(April 26 update: Seattle Parks has agreed to put up temporary fencing around the orchid for the event. Read on…)
Part of what makes these wild orchids so noteworthy is their rarity. Lincoln Park, where they were first discovered in 1937 by Sister Mary Milburge, is the only place they grow in Seattle, and one of only two locations in King County. Documentation can be found at the Burke Museum.
A unique characteristic of the phantom orchid is that it has no leaves, and produces no chlorophyll.
What really sets these amazing plants apart is how they grow. Since they don’t photosynthesize, they have to get their nutrition elsewhere. They grow on an underground fungus. That fungus is attached to a tree root. So, you can’t just dig one up and transplant it at home. It will die.
Finally, they can remain dormant for up to 17 years before deciding to rise up and bloom again.
These rare, fragile, amazing plants will survive, and maybe even thrive – if we let them. But in the middle of a busy city park, their survival is far from a given. Obvious dangers are off leash dogs, mowing, people walking off trail – and even a child, entranced by its beauty, who decides it would be a nice flower to pick for Mom or Dad. The phantom orchids have existed thus far because their locations are somewhat off the beaten path.
However, some of the locations (six were documented last year) are actually very close to a lot of human activity. One was discovered near the North Play Area in Lincoln Park, right where an unannounced “cable ride” was scheduled to be installed in the summer of 2016. When we noticed the unexpected construction, we contacted Seattle Parks and Recreation immediately and informed them of the orchid location. Thankfully, those in charge of the installation were able to move the cable ride a few yards away – but the orchid is still at risk, as this is now a much more heavily used area.

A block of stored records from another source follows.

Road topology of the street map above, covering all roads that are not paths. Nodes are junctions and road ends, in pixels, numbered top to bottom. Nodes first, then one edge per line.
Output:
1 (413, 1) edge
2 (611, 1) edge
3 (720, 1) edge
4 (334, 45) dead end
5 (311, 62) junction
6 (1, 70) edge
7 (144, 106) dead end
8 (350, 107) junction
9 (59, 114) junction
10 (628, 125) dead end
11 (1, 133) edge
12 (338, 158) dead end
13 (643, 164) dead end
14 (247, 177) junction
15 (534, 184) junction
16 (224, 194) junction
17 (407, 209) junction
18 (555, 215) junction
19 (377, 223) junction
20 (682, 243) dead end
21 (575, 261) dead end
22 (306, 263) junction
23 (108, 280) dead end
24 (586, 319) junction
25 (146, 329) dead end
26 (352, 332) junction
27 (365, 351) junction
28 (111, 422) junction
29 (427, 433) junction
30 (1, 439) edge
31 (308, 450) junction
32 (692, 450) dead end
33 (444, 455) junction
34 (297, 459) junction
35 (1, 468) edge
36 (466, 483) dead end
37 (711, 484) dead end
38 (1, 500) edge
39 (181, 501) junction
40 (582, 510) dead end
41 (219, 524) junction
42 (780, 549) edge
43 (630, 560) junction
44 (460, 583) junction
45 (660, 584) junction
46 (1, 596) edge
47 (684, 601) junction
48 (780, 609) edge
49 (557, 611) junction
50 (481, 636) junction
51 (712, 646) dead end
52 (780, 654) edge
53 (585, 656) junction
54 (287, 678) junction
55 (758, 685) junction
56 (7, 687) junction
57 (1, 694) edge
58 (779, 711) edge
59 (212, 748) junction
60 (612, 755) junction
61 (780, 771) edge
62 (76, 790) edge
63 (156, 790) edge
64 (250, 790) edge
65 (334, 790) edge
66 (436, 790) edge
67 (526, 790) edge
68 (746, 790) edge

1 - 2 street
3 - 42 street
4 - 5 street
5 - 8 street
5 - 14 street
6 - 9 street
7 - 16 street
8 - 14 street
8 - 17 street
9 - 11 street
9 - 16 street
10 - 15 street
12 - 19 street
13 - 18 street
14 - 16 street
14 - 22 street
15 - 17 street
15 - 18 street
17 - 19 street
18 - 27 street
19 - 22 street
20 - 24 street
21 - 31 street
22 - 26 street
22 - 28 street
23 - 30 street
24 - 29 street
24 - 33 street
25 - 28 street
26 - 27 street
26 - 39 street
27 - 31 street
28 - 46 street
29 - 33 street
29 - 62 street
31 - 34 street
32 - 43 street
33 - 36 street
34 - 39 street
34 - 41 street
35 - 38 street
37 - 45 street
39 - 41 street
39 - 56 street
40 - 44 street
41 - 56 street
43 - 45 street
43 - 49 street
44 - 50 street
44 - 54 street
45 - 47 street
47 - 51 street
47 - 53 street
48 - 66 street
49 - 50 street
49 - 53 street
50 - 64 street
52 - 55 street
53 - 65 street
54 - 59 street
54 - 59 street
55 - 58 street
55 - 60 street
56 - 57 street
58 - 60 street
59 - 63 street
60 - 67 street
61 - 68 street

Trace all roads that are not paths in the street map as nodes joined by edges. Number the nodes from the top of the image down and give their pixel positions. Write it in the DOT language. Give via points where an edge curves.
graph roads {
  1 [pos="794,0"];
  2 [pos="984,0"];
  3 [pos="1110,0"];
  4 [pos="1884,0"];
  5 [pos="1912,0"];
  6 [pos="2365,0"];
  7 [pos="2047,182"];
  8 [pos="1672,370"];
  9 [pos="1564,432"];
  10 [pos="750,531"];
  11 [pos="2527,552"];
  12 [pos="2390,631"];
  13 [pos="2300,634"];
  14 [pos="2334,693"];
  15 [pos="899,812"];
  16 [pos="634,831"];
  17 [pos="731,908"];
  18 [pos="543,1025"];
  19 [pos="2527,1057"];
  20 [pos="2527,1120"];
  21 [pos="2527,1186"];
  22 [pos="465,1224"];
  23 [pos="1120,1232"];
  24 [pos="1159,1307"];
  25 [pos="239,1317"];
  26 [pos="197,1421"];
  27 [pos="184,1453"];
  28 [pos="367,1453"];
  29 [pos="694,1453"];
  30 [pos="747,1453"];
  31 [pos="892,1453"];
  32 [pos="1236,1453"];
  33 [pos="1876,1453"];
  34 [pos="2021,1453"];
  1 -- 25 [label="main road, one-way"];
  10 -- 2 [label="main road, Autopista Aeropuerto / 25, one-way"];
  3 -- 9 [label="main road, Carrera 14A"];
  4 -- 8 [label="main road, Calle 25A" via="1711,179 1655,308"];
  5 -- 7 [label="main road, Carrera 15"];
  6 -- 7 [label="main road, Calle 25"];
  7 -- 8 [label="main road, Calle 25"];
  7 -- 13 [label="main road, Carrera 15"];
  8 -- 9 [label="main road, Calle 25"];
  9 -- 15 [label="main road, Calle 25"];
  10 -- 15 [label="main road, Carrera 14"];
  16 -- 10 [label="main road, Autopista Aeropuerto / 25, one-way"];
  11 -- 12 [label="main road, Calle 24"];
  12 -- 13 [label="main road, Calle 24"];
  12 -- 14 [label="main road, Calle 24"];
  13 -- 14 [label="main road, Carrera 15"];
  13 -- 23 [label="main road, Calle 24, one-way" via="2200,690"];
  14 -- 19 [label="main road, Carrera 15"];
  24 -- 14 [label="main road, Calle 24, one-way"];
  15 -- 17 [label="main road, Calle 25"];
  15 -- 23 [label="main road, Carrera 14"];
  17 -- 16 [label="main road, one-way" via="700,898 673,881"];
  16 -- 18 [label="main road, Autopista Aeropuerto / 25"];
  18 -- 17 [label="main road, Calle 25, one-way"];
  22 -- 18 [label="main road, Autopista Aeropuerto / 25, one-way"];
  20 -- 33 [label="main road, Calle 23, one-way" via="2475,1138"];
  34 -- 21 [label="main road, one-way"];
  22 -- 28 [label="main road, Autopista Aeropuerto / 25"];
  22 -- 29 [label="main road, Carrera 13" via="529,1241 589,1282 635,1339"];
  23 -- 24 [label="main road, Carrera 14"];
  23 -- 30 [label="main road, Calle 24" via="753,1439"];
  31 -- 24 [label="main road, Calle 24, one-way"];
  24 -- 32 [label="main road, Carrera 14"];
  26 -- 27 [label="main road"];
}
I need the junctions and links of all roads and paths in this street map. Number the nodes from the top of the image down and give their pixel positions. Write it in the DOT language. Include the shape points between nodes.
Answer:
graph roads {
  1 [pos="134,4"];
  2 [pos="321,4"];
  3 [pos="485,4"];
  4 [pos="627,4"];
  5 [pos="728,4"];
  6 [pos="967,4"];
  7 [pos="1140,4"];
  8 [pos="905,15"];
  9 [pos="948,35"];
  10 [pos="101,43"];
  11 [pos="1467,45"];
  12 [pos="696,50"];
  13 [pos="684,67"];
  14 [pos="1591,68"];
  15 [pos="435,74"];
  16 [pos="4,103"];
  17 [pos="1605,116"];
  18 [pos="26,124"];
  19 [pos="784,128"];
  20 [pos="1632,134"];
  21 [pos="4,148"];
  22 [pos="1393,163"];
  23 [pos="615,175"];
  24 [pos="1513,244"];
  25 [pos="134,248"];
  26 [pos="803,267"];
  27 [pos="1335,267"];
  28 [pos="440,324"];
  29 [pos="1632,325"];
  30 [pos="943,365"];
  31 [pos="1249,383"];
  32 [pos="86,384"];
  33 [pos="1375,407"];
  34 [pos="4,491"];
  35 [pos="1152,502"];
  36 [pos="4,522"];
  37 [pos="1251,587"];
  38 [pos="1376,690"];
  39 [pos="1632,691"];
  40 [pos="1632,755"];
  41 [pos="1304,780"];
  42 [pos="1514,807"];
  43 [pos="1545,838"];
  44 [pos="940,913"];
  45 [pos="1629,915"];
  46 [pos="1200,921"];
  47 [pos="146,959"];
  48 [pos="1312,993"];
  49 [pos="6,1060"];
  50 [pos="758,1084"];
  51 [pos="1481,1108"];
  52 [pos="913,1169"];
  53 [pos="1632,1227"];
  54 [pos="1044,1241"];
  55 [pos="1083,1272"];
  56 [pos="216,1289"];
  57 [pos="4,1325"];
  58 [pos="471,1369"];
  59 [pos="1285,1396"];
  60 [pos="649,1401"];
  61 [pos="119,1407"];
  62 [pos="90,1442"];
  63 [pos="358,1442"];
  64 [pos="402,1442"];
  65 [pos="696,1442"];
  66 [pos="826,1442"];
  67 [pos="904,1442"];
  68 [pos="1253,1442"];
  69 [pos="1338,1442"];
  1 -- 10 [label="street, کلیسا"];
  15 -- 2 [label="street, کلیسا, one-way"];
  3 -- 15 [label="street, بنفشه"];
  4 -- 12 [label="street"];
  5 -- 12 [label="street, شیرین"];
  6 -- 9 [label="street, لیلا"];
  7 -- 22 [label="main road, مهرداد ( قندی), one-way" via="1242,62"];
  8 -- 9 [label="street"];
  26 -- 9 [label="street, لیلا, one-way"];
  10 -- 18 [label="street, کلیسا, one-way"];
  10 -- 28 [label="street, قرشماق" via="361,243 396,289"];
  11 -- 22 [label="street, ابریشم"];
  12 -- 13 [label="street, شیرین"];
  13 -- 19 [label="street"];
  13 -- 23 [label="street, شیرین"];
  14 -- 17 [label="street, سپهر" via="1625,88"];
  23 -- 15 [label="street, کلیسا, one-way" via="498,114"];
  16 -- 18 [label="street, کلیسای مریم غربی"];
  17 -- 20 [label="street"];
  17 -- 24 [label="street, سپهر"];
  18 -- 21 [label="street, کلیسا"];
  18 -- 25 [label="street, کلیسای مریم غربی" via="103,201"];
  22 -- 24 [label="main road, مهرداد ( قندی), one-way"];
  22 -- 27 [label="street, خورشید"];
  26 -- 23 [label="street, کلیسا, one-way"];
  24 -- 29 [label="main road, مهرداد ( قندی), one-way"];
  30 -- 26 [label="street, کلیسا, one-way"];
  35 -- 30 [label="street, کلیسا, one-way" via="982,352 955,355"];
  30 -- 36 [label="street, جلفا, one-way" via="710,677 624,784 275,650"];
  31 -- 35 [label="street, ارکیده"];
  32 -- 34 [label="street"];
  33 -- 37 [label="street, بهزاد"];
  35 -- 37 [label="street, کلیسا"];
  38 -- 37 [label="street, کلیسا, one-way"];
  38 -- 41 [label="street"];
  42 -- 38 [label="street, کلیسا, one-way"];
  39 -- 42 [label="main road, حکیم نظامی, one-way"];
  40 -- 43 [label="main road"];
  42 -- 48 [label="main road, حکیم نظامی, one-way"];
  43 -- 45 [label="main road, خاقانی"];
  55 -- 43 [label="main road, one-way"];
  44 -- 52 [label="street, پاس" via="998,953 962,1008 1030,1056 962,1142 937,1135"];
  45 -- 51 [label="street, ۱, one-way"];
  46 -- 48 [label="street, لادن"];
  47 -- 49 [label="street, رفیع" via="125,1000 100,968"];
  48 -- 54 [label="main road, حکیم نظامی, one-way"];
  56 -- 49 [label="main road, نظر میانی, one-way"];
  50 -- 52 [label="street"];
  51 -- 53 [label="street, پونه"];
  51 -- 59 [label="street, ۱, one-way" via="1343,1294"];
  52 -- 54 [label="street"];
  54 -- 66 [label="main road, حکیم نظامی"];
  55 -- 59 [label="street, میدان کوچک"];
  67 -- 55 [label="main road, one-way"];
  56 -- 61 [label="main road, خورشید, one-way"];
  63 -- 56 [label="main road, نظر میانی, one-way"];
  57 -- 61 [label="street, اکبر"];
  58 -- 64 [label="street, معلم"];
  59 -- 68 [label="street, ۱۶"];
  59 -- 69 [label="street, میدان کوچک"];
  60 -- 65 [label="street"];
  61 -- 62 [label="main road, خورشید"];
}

While the construction was still under way, the Seattle Nature Alliance and Friends of Lincoln Park proposed the establishment of a small Natural Area, complete with signage, to protect the orchid – and actually serve as an educational opportunity for the families visiting this popular area of the park. We sent the proposal to Seattle Parks and Recreation several times. We have received no response.
On May 5th, there will be a large gathering of community members and dignitaries at the renovated North Play Area in Lincoln Park for the signing of Seattle’s Urban Bird Treaty. This is a very big deal, and there will likely be many people there.
Without protection, it is almost certain that one or several people will stand on, trample, or crush the phantom orchid that will be just emerging there. Here’s what it looked like last year – its survival in a tough place like that was simply stunning:
Maybe we’ll hear back on our proposal by then. Plenty of time. We have 11 days.